## DATA LISTING

---

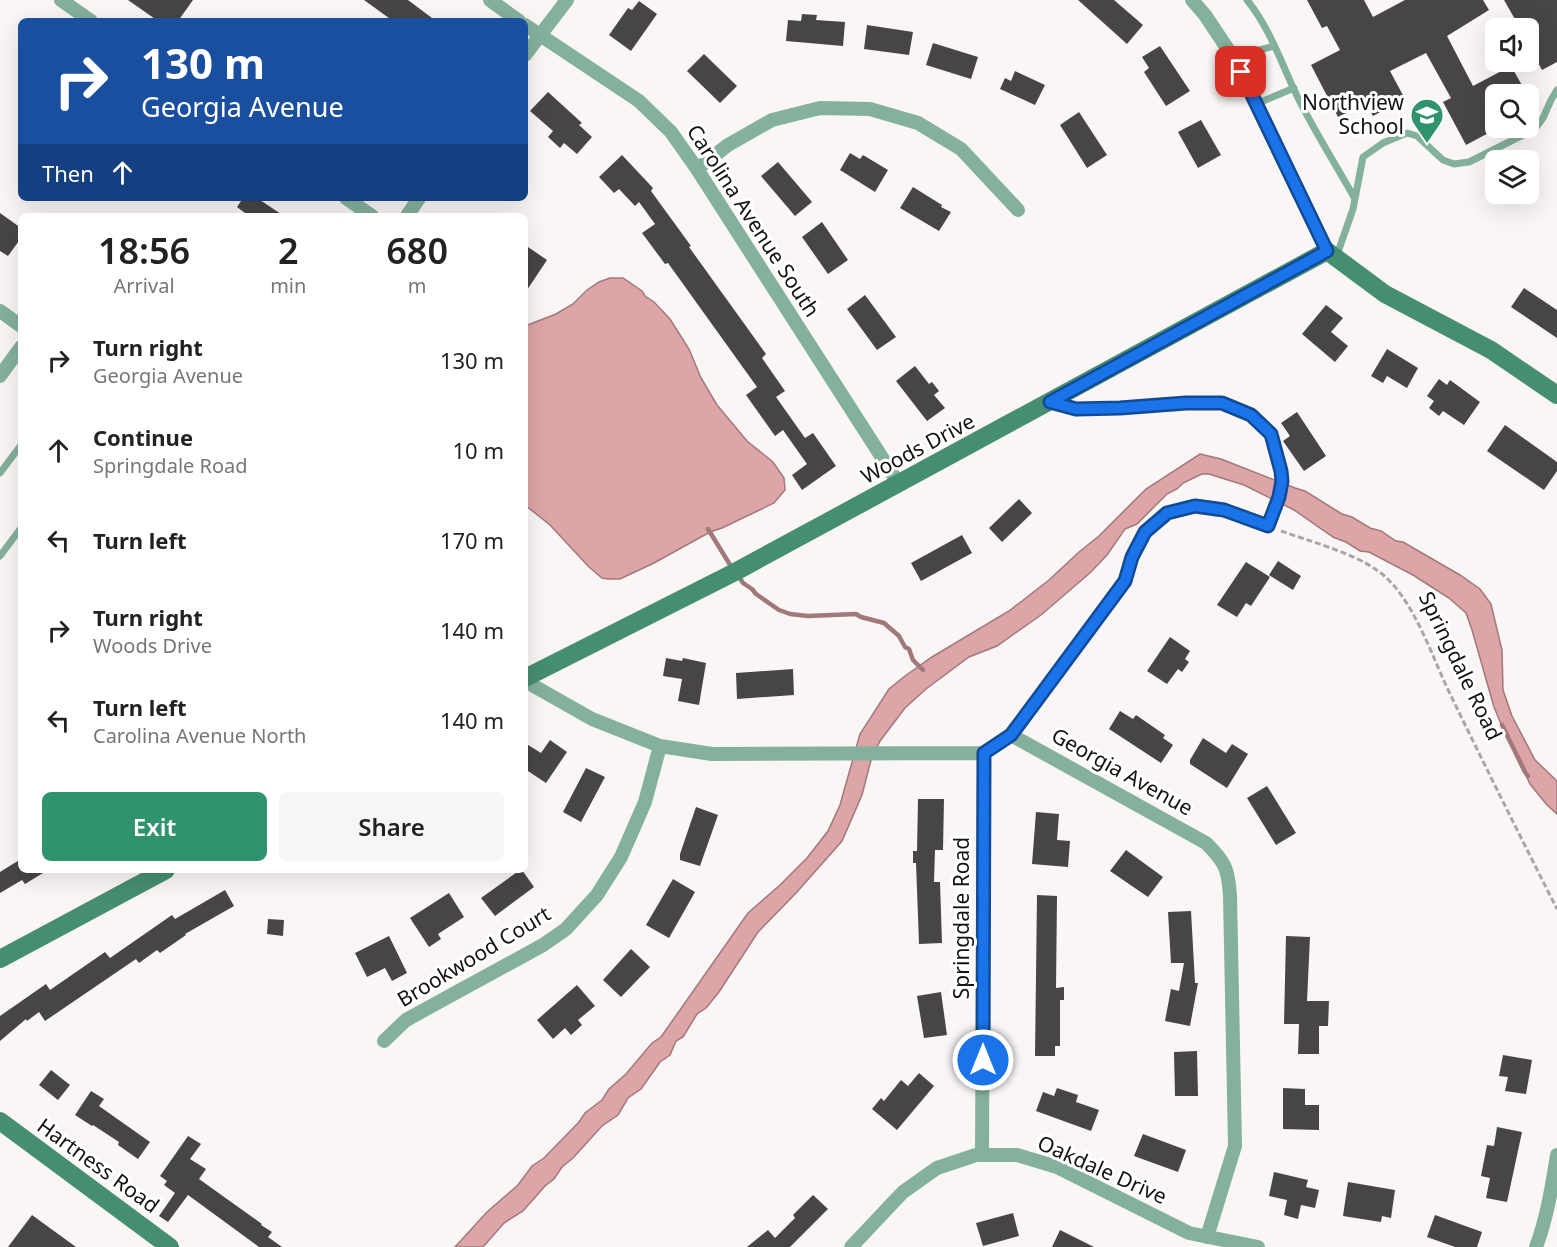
<!DOCTYPE html>
<html lang="en">
<head>
<meta charset="utf-8">
<style>
	body { margin:0; font-family:"Noto Sans",sans-serif; background:#f6f6f6; color:#222; height:100vh; display:flex; flex-direction:column; font-size:22px; white-space:nowrap }
	* { box-sizing:border-box; margin:0 }
	p { font-size:20px; color:#767676 }
	.icon { flex:none; width:33px; height:33px; fill:none; stroke:currentColor; stroke-width:2; stroke-linecap:round; stroke-linejoin:round }
	.map { position:relative; flex:1; overflow:hidden }
	.sheet { position:absolute; left:18px; top:213px; width:510px; height:660px; display:flex; flex-direction:column; background:#fff; border-radius:9px; box-shadow:0 6px 24px #0002 }
	.sheet>* { flex:none }
	.top-card { position:absolute; left:18px; top:18px; width:510px; height:183px; border-radius:9px; box-shadow:0 6px 24px #0002; background:#1a4fa0; color:#fff; overflow:hidden }
	.buttons { position:absolute; left:1485px; top:18px; display:grid; gap:12px }
	.buttons a { display:grid; place-items:center; width:54px; height:54px; border-radius:9px; background:#fff; box-shadow:0 6px 24px #0002; font-size:30px }
	.pin { position:absolute; display:grid; place-items:center; width:51px; height:51px; color:#fff; margin:-26px; border-radius:12px; box-shadow:0 3px 9px #0006 }
	.me { position:absolute; width:66px; margin:-33px; rotate:0deg; stroke-linejoin:round; filter:drop-shadow(0 0 4px #0008) }
	.turn { display:flex; align-items:center; gap:21px; height:126px; padding:0 24px; font-size:27px }
	.turn .icon { width:78px; height:78px; stroke-width:2.5 }
	.turn b { display:block; font-size:42px; line-height:51px }
	.then { display:flex; align-items:center; height:57px; padding:0 24px; background:#0003; gap:12px; font-size:22px }
	.eta { display:flex; justify-content:space-evenly; align-items:center; height:102px; text-align:center }
	.eta b { font-size:36px; font-weight:600; line-height:42px }
	.cta { display:flex; gap:12px; margin-top:auto; padding:12px 24px }
	.cta a { flex:1; height:69px; border-radius:9px; background:#2f936e; color:#fff; font-size:24px; font-weight:600; line-height:69px; text-align:center }
	.cta a+a { background:#f6f6f6; color:#222 }
	ul { padding:0; list-style:none }
	li { display:flex; align-items:center; gap:18px; height:90px; padding:0 24px }
	li div { flex:1 }
	li b { display:block; font-size:22px }
	li em { font-style:normal }
	.map>svg:first-child { display:block }
</style>
</head>
<body>
<div class="map">
<svg width="1557" height="1247" viewBox="0 0 1557 1247">
	<rect width="100%" height="100%" fill="#faf6f6"/>
	<path fill="#dea5a8" stroke="#a1797b" stroke-width="1.5" d="M610 278H623L642 291 645 296 654 302 670 319 689 349 701 378 717 405 747 441 773 462 784 478 785 490 774 503 722 528 710 532 654 563 620 579H608L602 578 589 567 550 525 525 505V326L556 314 573 304 587 290 599 282Z
		M1200 454 1221 459 1295 488 1305 491 1342 514 1352 517 1370 528 1381 531 1396 541 1403 542 1460 575 1480 589 1491 604 1502 650 1503 690 1512 716 1535 760 1557 781V814L1547 805 1530 784 1510 741 1503 729 1494 707 1472 630 1466 613 1449 598 1413 575 1369 552 1360 551 1346 542 1333 537 1294 510 1244 485 1209 474H1202L1183 483 1177 489 1167 494 1137 524 1125 529 1107 555 1091 572 1041 615 997 646 969 657 926 689 905 708 880 741 871 760 862 795 842 841 797 892 758 932 719 992 706 1008 697 1014 683 1037 676 1041 670 1055 660 1062 641 1089 628 1098 618 1115 602 1126 573 1158 562 1167 554 1179 545 1186 523 1211 504 1223 483 1247H455L487 1212 518 1185 532 1166 544 1158 579 1122 585 1113 602 1100 609 1089 626 1074 652 1043 661 1037 748 913 780 885 807 858 828 831 840 805 860 734 889 689 905 676 932 657 1009 611 1049 580 1079 552 1099 536 1146 489Z"/>
	<g fill="none" stroke-linecap="round" stroke-linejoin="round">
		<path stroke="#a1797b" stroke-width="4.5" d="M708 529 732 568
			M737 574 743 583 752 589 756 594 779 610 790 614 808 616 856 614 861 617 884 623 899 636 905 647 909 649 913 660 923 670
			M1502 725 1525 772 1528 776"/>
	</g>
	<path fill="#484545" d="M128 0H193L178 21H158Z
		M364 0H408L436 21H393Z
		M1078 0H1114L1143 25 1127 44Z
		M1307 0H1364L1373 17 1405 0H1483L1489 10 1447 36 1473 86 1511 66 1527 94H1496V129L1466 145 1443 102 1451 98 1426 53 1390 71 1405 99 1373 116 1366 103 1338 117 1311 65 1340 50 1327 26 1322 28Z
		M1504 0H1557V62L1542 70 1528 45V28H1520Z
		M639 1 657 14 631 51 609 35 628 8 632 10Z
		M802 14 817 15 816 20 845 22 843 46 786 41 788 20 801 21Z
		M867 25 913 32 909 55 864 49Z
		M933 43 978 57 971 79 926 65Z
		M1160 46 1190 91 1166 106 1144 72 1149 68 1142 57Z
		M704 54 737 86 720 103 687 71Z
		M1015 71 1045 85 1035 105 1000 89 1005 78 1011 81Z
		M548 92 582 123 579 125 592 137 577 154 564 143 560 148 548 137 553 131 530 111Z
		M1079 112 1107 155 1087 168 1060 125Z
		M1201 120 1221 155 1198 168 1178 132Z
		M850 153 860 159 863 155 888 170 875 192 840 170Z
		M622 155 653 188 651 191 691 246 689 247 766 354 762 358 785 391 776 397 805 438 813 433 836 466 802 490 792 475 807 464 783 430 775 436 746 395 757 387 668 263 665 264 642 233 655 224 639 202 635 206 619 189 614 193 599 177Z
		M778 162 812 202 795 216 761 176Z
		M913 187 942 205 941 207 951 212 939 231 900 208Z
		M243 198H257L284 216H249L237 207Z
		M0 213 21 228V238L8 256 0 251Z
		M822 222 848 260 828 274 802 237Z
		M525 245 547 260 525 293Z
		M1524 288 1557 310V338L1511 307Z
		M865 295 896 337 877 350 847 309Z
		M1326 305 1343 318 1331 332 1348 346 1335 362 1302 334Z
		M1387 349 1418 368 1407 388 1387 376 1383 383 1371 376Z
		M915 366 929 384 932 382 939 391 934 395 945 408 927 421 896 381Z
		M1439 379 1447 385 1450 380 1480 402 1464 425 1443 411 1439 416 1429 408 1434 401 1427 396Z
		M1297 412 1326 456 1304 471 1283 441 1290 436 1281 423Z
		M1505 425 1557 462V471L1544 490 1487 451Z
		M1019 499 1032 513 1002 542 989 528Z
		M962 535 972 553 921 581 911 563Z
		M1278 561 1301 576 1293 590 1269 575Z
		M1246 562 1270 577 1251 606 1246 603 1237 617 1217 605Z
		M1170 637 1190 651 1185 659 1189 662 1182 672 1178 669 1167 684 1147 671Z
		M666 658 682 661 683 658 706 663 699 705 678 701 682 679 663 676Z
		M793 669 794 695 737 699 736 673Z
		M1120 711 1133 719 1136 715 1165 735 1163 738 1173 745 1161 763 1109 729Z
		M1203 738 1226 753 1232 744 1248 754 1227 788 1190 764V760Z
		M550 740 567 752 546 783 525 769V743L541 753Z
		M586 768 605 777 581 822 563 812Z
		M1267 786 1296 833 1276 845 1247 798Z
		M918 799H944L943 850H935L934 882H940L942 943 919 944 916 863H913V851H917Z
		M696 807 718 815 700 866 680 860V854Z
		M1036 812 1059 814 1057 840 1070 841 1068 867 1032 864Z
		M1126 850 1163 877 1148 897 1110 871Z
		M21 859V870H48L25 884 22 880 0 893V872Z
		M520 870H522L534 887 495 916 481 898Z
		M673 879 695 892 669 938 646 925Z
		M225 890 234 906 185 934 186 935 160 953 157 950 139 963 136 959 45 1021 39 1012 27 1021 26 1019 0 1041V1016L46 984 50 990 105 952 110 958 172 915 175 919Z
		M449 893 464 917 438 934 441 939 429 947 410 918Z
		M1037 895 1057 896 1056 988 1064 987V1000H1060V1046H1055V1056H1035Z
		M1191 911 1195 983H1198L1190 1026 1165 1021 1171 989 1179 991 1184 963H1171L1168 912Z
		M268 919 284 920 283 936 267 934Z
		M389 936 407 973 392 981 385 968 367 977 355 953Z
		M1286 936 1310 937 1307 1001H1329L1328 1026H1319V1054H1298L1299 1024H1284Z
		M631 949 650 967 621 997 603 980Z
		M577 985 595 1006 578 1020 582 1025 571 1035 565 1028 553 1039 537 1020Z
		M941 992 947 1035 924 1038 917 996Z
		M1197 1051 1198 1096H1175L1174 1052Z
		M1503 1055 1532 1060 1526 1094 1505 1091 1508 1077 1499 1076Z
		M51 1070 70 1085 58 1100 39 1085Z
		M919 1073 934 1086 897 1130 872 1109 881 1098 884 1101 901 1080 908 1086Z
		M1057 1088 1078 1095 1076 1102 1099 1110 1091 1131 1036 1111 1043 1092 1054 1096Z
		M1283 1088 1305 1089V1105H1319V1130L1283 1129Z
		M91 1091 104 1099 99 1106 150 1142 138 1159 118 1145 119 1142 93 1125 92 1126 75 1115Z
		M1497 1127 1522 1132 1507 1202 1486 1198 1490 1178 1481 1176 1487 1145 1494 1146Z
		M1143 1134 1186 1150 1178 1172 1134 1156Z
		M188 1136 201 1144 190 1159 206 1169 199 1179 262 1224 261 1225 272 1232 268 1237 282 1247H259L188 1195 168 1222 159 1216 175 1193 164 1185 167 1181 160 1176Z
		M1274 1172 1308 1180 1306 1187 1319 1190 1315 1208 1301 1205 1298 1219 1284 1215 1287 1200 1269 1196Z
		M1348 1182 1395 1190 1391 1218 1382 1216 1381 1222 1343 1216Z
		M813 1195 828 1209 790 1247H747L768 1230 775 1238 795 1218 793 1215Z
		M1013 1213 1019 1236 983 1246 976 1223Z
		M32 1215 76 1247H8Z
		M1435 1215 1482 1232 1477 1247H1455L1427 1237Z
		M1060 1230 1094 1247H1052Z"/>
	<g fill="none" stroke-linecap="round" stroke-linejoin="round">
		<path stroke="#aaa6a6" stroke-width="3" stroke-dasharray="6 3" stroke-linecap="butt" d="M1281 531C1309 541 1354 553 1378 571 1414 596 1433 661 1453 700 1487 770 1522 840 1557 909"/>
		<path stroke="#84b19c" stroke-width="7" d="M1247 0C1270 28 1282 65 1298 98 1315 132 1336 165 1355 199
			M1233 57 1274 46
			M1256 104 1294 88
			M1337 255 1353 209 1363 157 1383 143 1407 133 1417 136 1443 160 1454 164 1469 162 1535 129 1543 118 1551 100 1557 90
			M1054 403 1076 409 1120 408 1186 403H1222L1251 415 1271 433 1281 471 1282 481 1279 497 1268 526
			M0 473 21 445
			M0 556 21 528"/>
		<path stroke="#84b19c" stroke-width="14" d="M61 0 91 21
			M490 0 519 21
			M1192 0 1205 15 1233 57 1327 251
			M525 25 639 101 671 132 697 169 899 484
			M525 55 567 0
			M697 169 728 145 772 120 820 108 870 109 918 123 961 149 1018 210
			M346 198 372 216
			M407 216 419 198
			M0 311 21 326
			M0 376 21 347
			M525 681 592 719 660 746 712 754 984 753 1011 735 1206 843C1225 862 1228 868 1230 895L1235 1146 1207 1237
			M1011 735 1125 581 1132 557 1145 532 1168 513 1195 506 1224 510 1268 526
			M384 1041 406 1020 543 945 566 929 597 895 621 857 645 802 660 746
			M982 1155 984 753
			M851 1247 903 1192 937 1168 976 1155H1017L1057 1167 1189 1233 1258 1247
			M1536 1247C1547 1218 1552 1186 1557 1155"/>
		<path stroke="#468e70" stroke-width="18" d="M525 678 735 572 1327 251 1385 294 1491 350 1557 395
			M0 959 166 870
			M0 1121 170 1247"/>
	</g>
	<g fill="none" stroke-linecap="round" stroke-linejoin="round">
		<defs>
			<path id="route" d="M983 1060 984 753 1011 735 1125 581 1132 557 1145 532 1167 513 1195 506 1224 510 1268 526 1279 497 1282 481 1281 471 1271 434 1251 415 1222 403H1186L1120 408 1076 409 1050 402 1327 251 1241 72"/>
		</defs>
		<use href="#route" stroke="#114b97" stroke-width="15"/>
		<use href="#route" stroke="#1a73e8" stroke-width="10"/>
	</g>
	<defs>
		<symbol id="school-pin" viewBox="-11 -11 22 30"><path d="M0 17L-7.5 6A9.5 9.5 0 1 1 7.5 6Z" fill="#2f936e" stroke="#fff"/><path d="M0-5L7-2L0 1L-7-2ZM-4 1L0 2.5L4 1V4Q0 6-4 4Z" fill="#fff"/></symbol>
	</defs>
	<g fill-rule="evenodd">
		<use href="#school-pin" x="1408" y="96" width="38" height="52"/>
	</g>
	<g text-anchor="middle" stroke-width="6" stroke-linejoin="round" paint-order="stroke">
		<g font-size="21" fill="#141212" stroke="#fff" text-anchor="end">
			<text x="1404" y="110">Northview<tspan x="1404" dy="24">School</tspan></text>
		</g>
		<g font-size="21" fill="#141212" stroke="#fff">
			<text transform="translate(753 221) rotate(57)" y="7">Carolina Avenue South</text>
			<text transform="translate(918 449) rotate(-28)" y="7">Woods Drive</text>
			<text transform="translate(1460 666) rotate(64)" y="7">Springdale Road</text>
			<text transform="translate(1122 772) rotate(29)" y="7">Georgia Avenue</text>
			<text transform="translate(962 918) rotate(-90)" y="7">Springdale Road</text>
			<text transform="translate(474 957) rotate(-31)" y="7">Brookwood Court</text>
			<text transform="translate(98 1166) rotate(36)" y="7">Hartness Road</text>
			<text transform="translate(1102 1170) rotate(24)" y="7">Oakdale Drive</text>
		</g>
	</g>
</svg>
<div class="buttons">
<a><svg class="icon" aria-label="sound" viewBox="0 0 24 24"><path d="M4 9h4l5-4v14l-5-4H4zM17 9q2 3 0 6"/></svg></a>
<a><svg class="icon" aria-label="search" viewBox="0 0 24 24"><circle cx="10" cy="10" r="6"/><path d="M15 15l6 6"/></svg></a>
<a><svg class="icon" aria-label="layers" viewBox="0 0 24 24"><path d="M12 4l9 5-9 5-9-5zM3 14l9 5 9-5"/></svg></a>
</div>
<div class="pin" style="left:1241px;top:72px;background:#d93025"><svg class="icon" aria-label="arrive" viewBox="0 0 24 24"><path d="M6 21V4h12l-3 4 3 4H6"/></svg></div>
<svg class="me" style="left:983px;top:1060px" viewBox="-20 -20 40 40"><circle r="17" fill="#1a73e8" stroke="#fff" stroke-width="3"/><path d="M0-11L8 9 0 5-8 9z" fill="#fff"/></svg>
<div class="top-card">
<div class="turn"><svg class="icon" aria-label="right" viewBox="0 0 24 24"><path d="M7 20v-9h11M14 6l5 5-5 5"/></svg><div><b>130 m</b>Georgia Avenue</div></div>
<div class="then">Then<svg class="icon" aria-label="ahead" viewBox="0 0 24 24"><path d="M12 20V5M6 11l6-6 6 6"/></svg></div>
</div>
<section class="sheet">
<div class="eta">
<div><b>18:56</b><p>Arrival</p></div>
<div><b>2</b><p>min</p></div>
<div><b>680</b><p>m</p></div>
</div>
<ul>
<li><svg class="icon" aria-label="right" viewBox="0 0 24 24"><path d="M7 20v-9h11M14 6l5 5-5 5"/></svg><div><b>Turn right</b><p>Georgia Avenue</p></div><em>130 m</em></li>
<li><svg class="icon" aria-label="ahead" viewBox="0 0 24 24"><path d="M12 20V5M6 11l6-6 6 6"/></svg><div><b>Continue</b><p>Springdale Road</p></div><em>10 m</em></li>
<li><svg class="icon" aria-label="left" viewBox="0 0 24 24"><path d="M17 20v-9H6M10 6l-5 5 5 5"/></svg><div><b>Turn left</b></div><em>170 m</em></li>
<li><svg class="icon" aria-label="right" viewBox="0 0 24 24"><path d="M7 20v-9h11M14 6l5 5-5 5"/></svg><div><b>Turn right</b><p>Woods Drive</p></div><em>140 m</em></li>
<li><svg class="icon" aria-label="left" viewBox="0 0 24 24"><path d="M17 20v-9H6M10 6l-5 5 5 5"/></svg><div><b>Turn left</b><p>Carolina Avenue North</p></div><em>140 m</em></li>
</ul>
<div class="cta"><a>Exit</a><a>Share</a></div>
</section>
</div>
</body>
</html>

---

## WORK REQUEST
Without the pictures, write out the lines from the beginning of the entries through the line with "display:flex; align-items:center; gap:21px;".

## SOLUTION
<!DOCTYPE html>
<html lang="en">
<head>
<meta charset="utf-8">
<style>
	body { margin:0; font-family:"Noto Sans",sans-serif; background:#f6f6f6; color:#222; height:100vh; display:flex; flex-direction:column; font-size:22px; white-space:nowrap }
	* { box-sizing:border-box; margin:0 }
	p { font-size:20px; color:#767676 }
	.icon { flex:none; width:33px; height:33px; fill:none; stroke:currentColor; stroke-width:2; stroke-linecap:round; stroke-linejoin:round }
	.map { position:relative; flex:1; overflow:hidden }
	.sheet { position:absolute; left:18px; top:213px; width:510px; height:660px; display:flex; flex-direction:column; background:#fff; border-radius:9px; box-shadow:0 6px 24px #0002 }
	.sheet>* { flex:none }
	.top-card { position:absolute; left:18px; top:18px; width:510px; height:183px; border-radius:9px; box-shadow:0 6px 24px #0002; background:#1a4fa0; color:#fff; overflow:hidden }
	.buttons { position:absolute; left:1485px; top:18px; display:grid; gap:12px }
	.buttons a { display:grid; place-items:center; width:54px; height:54px; border-radius:9px; background:#fff; box-shadow:0 6px 24px #0002; font-size:30px }
	.pin { position:absolute; display:grid; place-items:center; width:51px; height:51px; color:#fff; margin:-26px; border-radius:12px; box-shadow:0 3px 9px #0006 }
	.me { position:absolute; width:66px; margin:-33px; rotate:0deg; stroke-linejoin:round; filter:drop-shadow(0 0 4px #0008) }
	.turn { display:flex; align-items:center; gap:21px; height:126px; padding:0 24px; font-size:27px }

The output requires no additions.